• The input
* * *

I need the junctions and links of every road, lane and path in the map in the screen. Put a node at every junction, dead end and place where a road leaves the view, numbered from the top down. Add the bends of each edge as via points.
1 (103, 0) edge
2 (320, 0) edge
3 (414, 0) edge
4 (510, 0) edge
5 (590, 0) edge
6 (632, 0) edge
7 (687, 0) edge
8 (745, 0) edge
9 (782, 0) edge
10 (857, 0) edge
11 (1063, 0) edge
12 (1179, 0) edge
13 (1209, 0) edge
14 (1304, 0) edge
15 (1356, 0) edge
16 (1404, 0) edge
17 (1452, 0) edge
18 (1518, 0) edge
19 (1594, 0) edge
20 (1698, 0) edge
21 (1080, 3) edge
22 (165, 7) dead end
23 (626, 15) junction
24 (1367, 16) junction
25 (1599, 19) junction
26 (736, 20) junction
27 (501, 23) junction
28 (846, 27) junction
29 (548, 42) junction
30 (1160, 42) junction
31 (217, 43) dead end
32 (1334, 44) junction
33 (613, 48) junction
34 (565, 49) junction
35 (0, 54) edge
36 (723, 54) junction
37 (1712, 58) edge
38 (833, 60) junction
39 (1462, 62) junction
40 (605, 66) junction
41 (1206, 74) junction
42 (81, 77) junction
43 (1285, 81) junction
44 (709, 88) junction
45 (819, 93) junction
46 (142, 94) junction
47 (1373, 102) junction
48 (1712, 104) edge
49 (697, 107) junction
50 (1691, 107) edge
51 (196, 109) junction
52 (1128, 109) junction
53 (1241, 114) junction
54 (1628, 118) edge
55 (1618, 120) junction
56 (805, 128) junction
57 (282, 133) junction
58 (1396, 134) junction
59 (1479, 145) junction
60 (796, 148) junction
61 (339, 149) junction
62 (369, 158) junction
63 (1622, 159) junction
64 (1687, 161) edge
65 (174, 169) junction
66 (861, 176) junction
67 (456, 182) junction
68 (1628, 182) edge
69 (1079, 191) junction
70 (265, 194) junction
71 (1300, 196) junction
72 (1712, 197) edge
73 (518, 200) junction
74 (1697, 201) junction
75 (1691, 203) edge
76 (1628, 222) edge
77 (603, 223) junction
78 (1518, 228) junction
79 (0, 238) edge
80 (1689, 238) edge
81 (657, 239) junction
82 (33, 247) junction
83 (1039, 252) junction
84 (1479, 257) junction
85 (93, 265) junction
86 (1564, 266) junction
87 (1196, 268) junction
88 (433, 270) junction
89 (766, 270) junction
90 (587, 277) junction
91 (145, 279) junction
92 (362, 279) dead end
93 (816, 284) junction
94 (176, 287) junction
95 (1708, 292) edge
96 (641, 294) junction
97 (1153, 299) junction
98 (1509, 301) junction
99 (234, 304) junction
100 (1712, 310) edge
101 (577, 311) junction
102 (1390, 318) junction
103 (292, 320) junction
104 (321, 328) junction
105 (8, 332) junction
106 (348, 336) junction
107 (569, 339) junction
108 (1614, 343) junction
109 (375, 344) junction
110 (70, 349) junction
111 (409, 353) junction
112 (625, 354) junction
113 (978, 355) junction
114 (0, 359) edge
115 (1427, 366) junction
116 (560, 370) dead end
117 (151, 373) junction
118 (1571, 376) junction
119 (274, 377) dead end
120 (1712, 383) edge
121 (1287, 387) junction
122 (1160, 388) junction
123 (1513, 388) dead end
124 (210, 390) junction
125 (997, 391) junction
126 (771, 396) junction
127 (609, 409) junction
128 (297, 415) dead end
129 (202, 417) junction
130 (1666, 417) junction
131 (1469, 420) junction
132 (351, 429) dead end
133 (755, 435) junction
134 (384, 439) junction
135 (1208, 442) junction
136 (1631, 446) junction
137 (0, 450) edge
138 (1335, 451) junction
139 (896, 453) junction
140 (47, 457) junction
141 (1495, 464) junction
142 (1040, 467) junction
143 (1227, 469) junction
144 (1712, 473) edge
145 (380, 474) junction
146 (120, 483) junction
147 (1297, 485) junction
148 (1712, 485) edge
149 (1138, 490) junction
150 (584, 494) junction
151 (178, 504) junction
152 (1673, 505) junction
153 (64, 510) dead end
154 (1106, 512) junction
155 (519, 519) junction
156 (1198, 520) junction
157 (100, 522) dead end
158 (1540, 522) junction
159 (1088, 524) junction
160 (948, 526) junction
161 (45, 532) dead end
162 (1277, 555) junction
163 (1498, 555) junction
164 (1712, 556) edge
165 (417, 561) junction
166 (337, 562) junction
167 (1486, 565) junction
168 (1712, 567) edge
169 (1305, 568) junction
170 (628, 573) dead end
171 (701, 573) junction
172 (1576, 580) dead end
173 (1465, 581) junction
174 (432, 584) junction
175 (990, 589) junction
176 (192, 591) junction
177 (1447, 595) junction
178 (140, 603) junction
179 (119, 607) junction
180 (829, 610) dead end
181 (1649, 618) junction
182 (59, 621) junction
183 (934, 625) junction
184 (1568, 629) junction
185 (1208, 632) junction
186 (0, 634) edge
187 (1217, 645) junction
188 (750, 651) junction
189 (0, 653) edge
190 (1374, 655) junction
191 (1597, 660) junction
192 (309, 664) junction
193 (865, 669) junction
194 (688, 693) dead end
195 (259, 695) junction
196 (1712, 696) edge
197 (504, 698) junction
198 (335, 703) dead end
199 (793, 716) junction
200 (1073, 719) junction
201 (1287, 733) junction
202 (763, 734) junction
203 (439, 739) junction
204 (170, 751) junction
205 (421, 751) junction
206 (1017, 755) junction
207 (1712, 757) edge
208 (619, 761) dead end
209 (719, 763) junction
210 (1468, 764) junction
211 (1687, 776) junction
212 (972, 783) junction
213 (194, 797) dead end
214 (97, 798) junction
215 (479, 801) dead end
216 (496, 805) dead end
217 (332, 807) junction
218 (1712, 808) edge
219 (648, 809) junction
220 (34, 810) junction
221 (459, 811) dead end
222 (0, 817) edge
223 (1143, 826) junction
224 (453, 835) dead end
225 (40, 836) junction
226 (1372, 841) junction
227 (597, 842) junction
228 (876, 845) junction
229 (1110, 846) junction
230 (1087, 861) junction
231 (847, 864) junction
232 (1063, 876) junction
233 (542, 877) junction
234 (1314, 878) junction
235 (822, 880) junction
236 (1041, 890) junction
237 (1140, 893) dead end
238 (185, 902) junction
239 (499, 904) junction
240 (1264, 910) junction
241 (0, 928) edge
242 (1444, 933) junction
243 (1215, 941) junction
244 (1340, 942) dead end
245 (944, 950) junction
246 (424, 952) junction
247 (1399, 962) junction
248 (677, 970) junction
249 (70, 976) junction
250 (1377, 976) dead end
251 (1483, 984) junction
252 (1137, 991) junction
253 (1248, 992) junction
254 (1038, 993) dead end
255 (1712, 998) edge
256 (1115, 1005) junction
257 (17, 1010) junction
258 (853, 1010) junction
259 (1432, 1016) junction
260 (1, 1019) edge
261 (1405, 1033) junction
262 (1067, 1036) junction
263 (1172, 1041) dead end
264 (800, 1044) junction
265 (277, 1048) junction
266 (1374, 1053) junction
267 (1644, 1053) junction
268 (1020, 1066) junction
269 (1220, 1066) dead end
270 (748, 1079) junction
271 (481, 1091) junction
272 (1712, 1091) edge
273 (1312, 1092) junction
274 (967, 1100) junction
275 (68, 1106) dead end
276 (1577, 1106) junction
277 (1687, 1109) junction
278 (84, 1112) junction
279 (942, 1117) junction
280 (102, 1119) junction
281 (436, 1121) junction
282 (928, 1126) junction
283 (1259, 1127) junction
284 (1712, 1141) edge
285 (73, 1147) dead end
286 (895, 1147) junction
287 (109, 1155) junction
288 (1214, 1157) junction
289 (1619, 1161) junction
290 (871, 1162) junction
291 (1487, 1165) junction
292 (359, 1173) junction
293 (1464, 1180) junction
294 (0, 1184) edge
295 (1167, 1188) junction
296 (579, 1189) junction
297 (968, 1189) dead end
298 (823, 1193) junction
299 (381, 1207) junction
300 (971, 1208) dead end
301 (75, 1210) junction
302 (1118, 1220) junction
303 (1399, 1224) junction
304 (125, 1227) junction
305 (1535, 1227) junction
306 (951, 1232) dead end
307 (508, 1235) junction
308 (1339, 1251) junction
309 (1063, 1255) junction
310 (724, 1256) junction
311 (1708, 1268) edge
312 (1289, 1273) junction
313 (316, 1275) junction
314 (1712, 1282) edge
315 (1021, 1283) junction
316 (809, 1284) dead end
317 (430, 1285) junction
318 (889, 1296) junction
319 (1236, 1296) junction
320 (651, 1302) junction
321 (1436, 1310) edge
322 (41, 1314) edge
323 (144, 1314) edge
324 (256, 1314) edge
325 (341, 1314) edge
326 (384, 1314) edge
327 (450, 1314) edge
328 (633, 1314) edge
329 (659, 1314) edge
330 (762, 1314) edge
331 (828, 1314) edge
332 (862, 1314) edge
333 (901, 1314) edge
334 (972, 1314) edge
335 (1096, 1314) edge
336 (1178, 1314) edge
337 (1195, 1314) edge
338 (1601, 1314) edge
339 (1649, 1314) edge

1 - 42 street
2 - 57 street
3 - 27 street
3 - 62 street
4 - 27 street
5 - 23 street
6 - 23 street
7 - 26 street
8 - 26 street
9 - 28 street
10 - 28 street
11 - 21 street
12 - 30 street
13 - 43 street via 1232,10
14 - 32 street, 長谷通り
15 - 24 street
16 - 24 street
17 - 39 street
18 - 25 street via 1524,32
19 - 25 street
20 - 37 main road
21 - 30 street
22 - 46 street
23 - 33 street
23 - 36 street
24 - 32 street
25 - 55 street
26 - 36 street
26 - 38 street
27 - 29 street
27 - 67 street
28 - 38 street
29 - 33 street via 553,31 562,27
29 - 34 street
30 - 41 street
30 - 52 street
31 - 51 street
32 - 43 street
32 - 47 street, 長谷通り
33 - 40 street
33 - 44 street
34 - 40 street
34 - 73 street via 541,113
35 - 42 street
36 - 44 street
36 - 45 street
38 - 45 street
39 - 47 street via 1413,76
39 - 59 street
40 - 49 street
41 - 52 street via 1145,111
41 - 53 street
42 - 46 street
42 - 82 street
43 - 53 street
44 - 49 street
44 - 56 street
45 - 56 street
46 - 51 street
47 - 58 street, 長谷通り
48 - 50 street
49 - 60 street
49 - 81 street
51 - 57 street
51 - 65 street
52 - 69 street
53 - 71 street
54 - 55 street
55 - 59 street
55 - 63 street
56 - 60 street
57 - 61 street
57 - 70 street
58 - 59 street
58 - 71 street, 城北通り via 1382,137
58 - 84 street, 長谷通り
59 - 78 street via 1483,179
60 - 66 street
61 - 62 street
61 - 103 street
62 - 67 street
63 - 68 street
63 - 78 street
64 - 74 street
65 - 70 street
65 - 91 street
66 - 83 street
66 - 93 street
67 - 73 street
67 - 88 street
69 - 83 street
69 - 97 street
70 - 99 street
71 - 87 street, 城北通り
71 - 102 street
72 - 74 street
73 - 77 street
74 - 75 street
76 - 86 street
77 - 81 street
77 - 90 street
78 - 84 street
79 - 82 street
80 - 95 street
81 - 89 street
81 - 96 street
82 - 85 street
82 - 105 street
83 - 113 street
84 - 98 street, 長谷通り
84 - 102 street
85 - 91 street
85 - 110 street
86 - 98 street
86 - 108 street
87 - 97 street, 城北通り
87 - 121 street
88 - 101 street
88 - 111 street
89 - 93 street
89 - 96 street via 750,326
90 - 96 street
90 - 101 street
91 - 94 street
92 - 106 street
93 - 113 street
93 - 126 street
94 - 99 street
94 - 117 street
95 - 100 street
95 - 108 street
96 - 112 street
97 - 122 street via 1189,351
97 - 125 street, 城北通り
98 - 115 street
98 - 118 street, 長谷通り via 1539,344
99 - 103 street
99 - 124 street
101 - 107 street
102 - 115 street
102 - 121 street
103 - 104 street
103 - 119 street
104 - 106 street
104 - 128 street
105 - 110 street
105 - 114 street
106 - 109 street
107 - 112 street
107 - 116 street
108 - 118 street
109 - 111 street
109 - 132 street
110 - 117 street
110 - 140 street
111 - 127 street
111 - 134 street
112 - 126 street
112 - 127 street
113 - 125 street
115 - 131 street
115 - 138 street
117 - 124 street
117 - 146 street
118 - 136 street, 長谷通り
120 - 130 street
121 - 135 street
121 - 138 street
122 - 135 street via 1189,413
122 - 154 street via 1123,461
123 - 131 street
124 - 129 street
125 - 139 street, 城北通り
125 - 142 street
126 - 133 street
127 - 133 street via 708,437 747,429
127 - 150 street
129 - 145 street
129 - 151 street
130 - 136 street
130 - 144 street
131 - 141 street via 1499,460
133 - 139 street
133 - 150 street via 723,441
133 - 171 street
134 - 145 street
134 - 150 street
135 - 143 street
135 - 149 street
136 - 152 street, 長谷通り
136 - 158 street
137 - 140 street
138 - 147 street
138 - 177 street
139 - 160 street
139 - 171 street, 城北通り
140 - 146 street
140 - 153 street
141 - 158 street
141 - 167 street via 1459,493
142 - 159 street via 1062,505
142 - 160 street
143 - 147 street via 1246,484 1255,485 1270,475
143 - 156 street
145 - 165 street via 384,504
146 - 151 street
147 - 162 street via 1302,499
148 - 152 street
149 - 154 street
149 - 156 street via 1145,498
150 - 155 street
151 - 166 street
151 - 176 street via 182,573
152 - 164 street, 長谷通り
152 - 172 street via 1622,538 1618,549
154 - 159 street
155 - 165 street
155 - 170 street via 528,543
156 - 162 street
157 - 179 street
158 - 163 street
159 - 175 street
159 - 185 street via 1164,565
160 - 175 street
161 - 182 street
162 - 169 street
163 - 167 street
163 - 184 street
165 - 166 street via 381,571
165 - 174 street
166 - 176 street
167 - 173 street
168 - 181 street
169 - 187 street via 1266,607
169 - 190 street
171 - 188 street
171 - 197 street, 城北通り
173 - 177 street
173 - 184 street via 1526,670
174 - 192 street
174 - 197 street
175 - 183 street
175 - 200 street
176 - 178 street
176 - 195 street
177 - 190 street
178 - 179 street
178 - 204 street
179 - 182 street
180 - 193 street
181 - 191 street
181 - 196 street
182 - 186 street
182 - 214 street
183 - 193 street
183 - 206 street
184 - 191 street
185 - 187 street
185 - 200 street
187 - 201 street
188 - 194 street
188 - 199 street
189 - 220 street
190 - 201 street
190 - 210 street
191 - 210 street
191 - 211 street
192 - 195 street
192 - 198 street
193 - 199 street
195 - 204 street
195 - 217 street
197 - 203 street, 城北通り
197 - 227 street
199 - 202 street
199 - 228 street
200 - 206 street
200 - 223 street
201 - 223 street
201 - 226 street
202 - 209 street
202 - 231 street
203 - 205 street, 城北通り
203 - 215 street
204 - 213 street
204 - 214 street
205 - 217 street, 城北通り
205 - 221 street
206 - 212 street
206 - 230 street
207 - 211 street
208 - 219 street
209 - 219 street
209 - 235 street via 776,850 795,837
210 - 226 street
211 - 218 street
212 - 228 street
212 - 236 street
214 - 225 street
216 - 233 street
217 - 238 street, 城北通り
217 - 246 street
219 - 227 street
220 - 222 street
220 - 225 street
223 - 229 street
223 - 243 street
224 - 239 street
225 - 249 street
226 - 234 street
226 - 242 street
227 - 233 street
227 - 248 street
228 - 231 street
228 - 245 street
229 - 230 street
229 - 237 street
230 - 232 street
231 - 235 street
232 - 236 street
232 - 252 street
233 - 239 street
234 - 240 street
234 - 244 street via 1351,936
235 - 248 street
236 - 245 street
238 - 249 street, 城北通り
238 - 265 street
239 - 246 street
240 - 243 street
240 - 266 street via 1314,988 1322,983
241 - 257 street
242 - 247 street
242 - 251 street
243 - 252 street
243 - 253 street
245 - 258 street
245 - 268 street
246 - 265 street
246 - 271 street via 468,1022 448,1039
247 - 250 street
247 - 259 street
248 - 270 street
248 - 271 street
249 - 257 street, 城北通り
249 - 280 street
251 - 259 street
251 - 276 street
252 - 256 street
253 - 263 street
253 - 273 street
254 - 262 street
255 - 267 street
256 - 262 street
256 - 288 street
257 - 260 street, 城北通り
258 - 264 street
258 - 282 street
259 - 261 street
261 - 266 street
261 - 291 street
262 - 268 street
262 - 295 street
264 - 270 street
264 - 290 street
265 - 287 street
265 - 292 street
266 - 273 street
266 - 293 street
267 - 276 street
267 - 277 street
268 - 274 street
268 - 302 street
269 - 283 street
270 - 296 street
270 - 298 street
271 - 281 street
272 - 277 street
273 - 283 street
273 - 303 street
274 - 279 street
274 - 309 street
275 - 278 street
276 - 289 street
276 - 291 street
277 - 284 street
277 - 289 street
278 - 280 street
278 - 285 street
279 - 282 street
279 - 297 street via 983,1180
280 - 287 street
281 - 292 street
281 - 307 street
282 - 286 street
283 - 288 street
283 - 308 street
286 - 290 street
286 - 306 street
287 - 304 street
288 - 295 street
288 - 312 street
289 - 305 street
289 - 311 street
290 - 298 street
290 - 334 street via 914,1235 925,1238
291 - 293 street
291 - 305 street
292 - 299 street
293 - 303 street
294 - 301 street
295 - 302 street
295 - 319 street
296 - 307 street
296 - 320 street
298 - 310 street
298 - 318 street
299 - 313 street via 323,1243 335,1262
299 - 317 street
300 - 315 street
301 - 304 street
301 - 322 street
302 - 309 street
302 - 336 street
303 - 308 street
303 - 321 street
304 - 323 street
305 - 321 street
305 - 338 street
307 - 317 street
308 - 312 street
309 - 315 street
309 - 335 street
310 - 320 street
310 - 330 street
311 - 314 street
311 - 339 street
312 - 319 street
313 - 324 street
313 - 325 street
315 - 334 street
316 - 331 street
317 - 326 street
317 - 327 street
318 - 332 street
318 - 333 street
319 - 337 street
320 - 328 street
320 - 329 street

* * *

• The problem
In the data, how many lines include the string "長谷通り"? Reply with only that number.

• Answer box
9